### YOUR TASK
Output a faithful copy of the entries, every picture removed.

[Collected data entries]
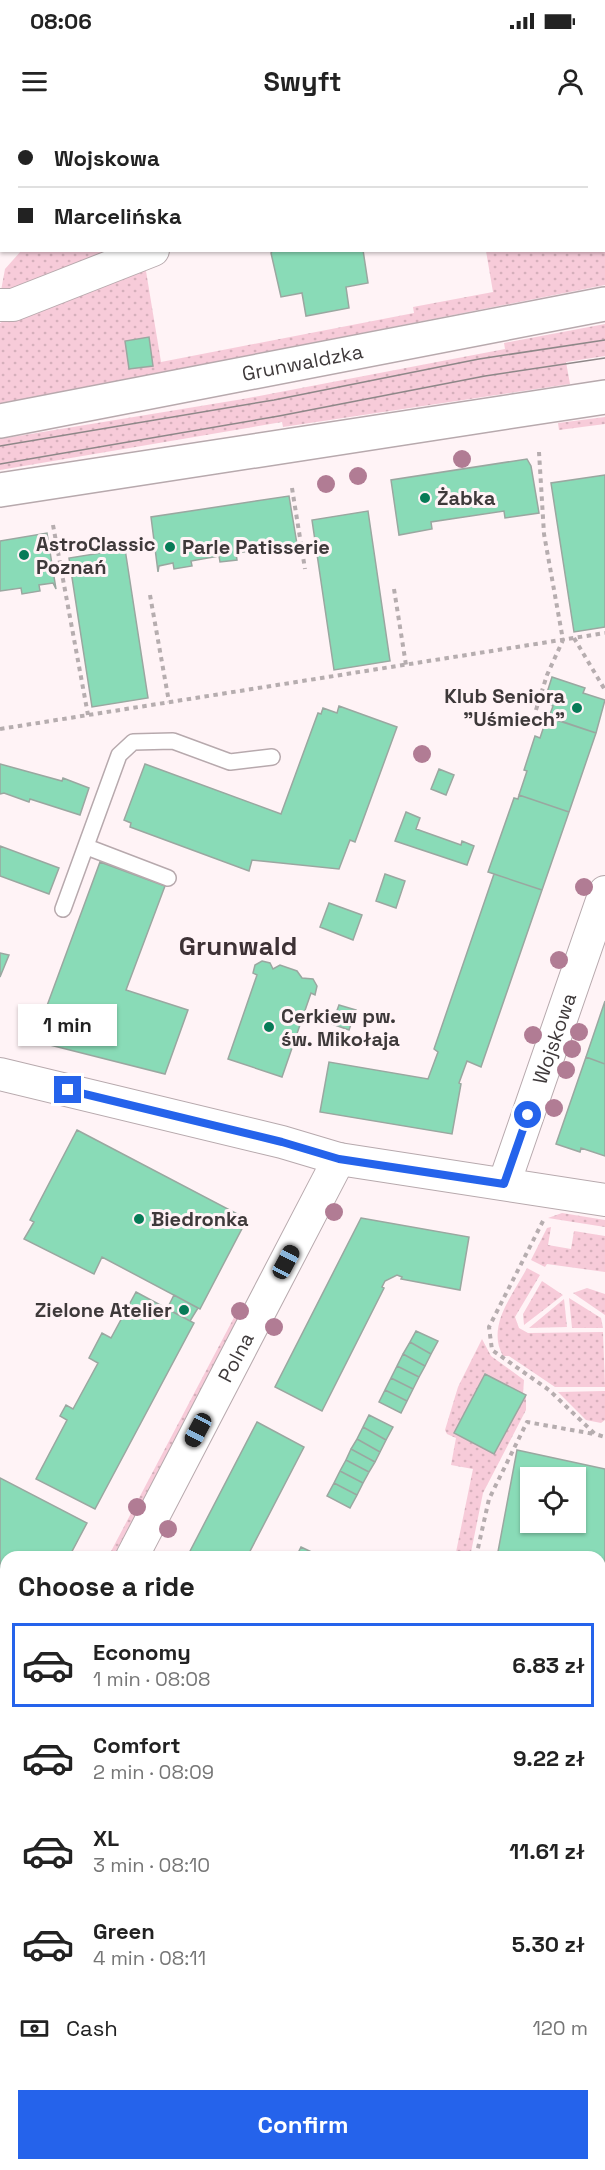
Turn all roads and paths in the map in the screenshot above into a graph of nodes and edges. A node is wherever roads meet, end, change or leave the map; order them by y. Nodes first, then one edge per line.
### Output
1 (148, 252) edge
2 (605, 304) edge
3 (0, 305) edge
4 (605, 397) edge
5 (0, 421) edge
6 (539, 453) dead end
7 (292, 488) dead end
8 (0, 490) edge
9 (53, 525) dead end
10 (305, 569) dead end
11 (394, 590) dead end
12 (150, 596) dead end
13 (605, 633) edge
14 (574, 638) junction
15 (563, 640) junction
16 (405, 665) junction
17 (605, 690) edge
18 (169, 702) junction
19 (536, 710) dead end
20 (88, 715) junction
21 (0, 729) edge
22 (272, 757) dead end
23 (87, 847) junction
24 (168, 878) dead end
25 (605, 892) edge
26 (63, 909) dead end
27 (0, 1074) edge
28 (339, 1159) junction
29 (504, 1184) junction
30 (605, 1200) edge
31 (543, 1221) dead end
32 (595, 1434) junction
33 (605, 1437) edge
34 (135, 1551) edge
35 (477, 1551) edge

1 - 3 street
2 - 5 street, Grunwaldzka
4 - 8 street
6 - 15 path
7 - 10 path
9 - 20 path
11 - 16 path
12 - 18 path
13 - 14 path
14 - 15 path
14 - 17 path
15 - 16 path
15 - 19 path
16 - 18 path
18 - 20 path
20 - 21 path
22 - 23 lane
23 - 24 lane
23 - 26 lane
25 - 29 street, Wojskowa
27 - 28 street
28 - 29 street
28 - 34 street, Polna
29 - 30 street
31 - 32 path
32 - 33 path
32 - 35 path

### OUTPUT BELOW
Turn all roads and paths in the map in the screenshot above into a graph of nodes and edges. A node is wherever roads meet, end, change or leave the map; order them by y. Nodes first, then one edge per line.
### Output
1 (148, 252) edge
2 (605, 304) edge
3 (0, 305) edge
4 (605, 397) edge
5 (0, 421) edge
6 (539, 453) dead end
7 (292, 488) dead end
8 (0, 490) edge
9 (53, 525) dead end
10 (305, 569) dead end
11 (394, 590) dead end
12 (150, 596) dead end
13 (605, 633) edge
14 (574, 638) junction
15 (563, 640) junction
16 (405, 665) junction
17 (605, 690) edge
18 (169, 702) junction
19 (536, 710) dead end
20 (88, 715) junction
21 (0, 729) edge
22 (272, 757) dead end
23 (87, 847) junction
24 (168, 878) dead end
25 (605, 892) edge
26 (63, 909) dead end
27 (0, 1074) edge
28 (339, 1159) junction
29 (504, 1184) junction
30 (605, 1200) edge
31 (543, 1221) dead end
32 (595, 1434) junction
33 (605, 1437) edge
34 (135, 1551) edge
35 (477, 1551) edge

1 - 3 street
2 - 5 street, Grunwaldzka
4 - 8 street
6 - 15 path
7 - 10 path
9 - 20 path
11 - 16 path
12 - 18 path
13 - 14 path
14 - 15 path
14 - 17 path
15 - 16 path
15 - 19 path
16 - 18 path
18 - 20 path
20 - 21 path
22 - 23 lane
23 - 24 lane
23 - 26 lane
25 - 29 street, Wojskowa
27 - 28 street
28 - 29 street
28 - 34 street, Polna
29 - 30 street
31 - 32 path
32 - 33 path
32 - 35 path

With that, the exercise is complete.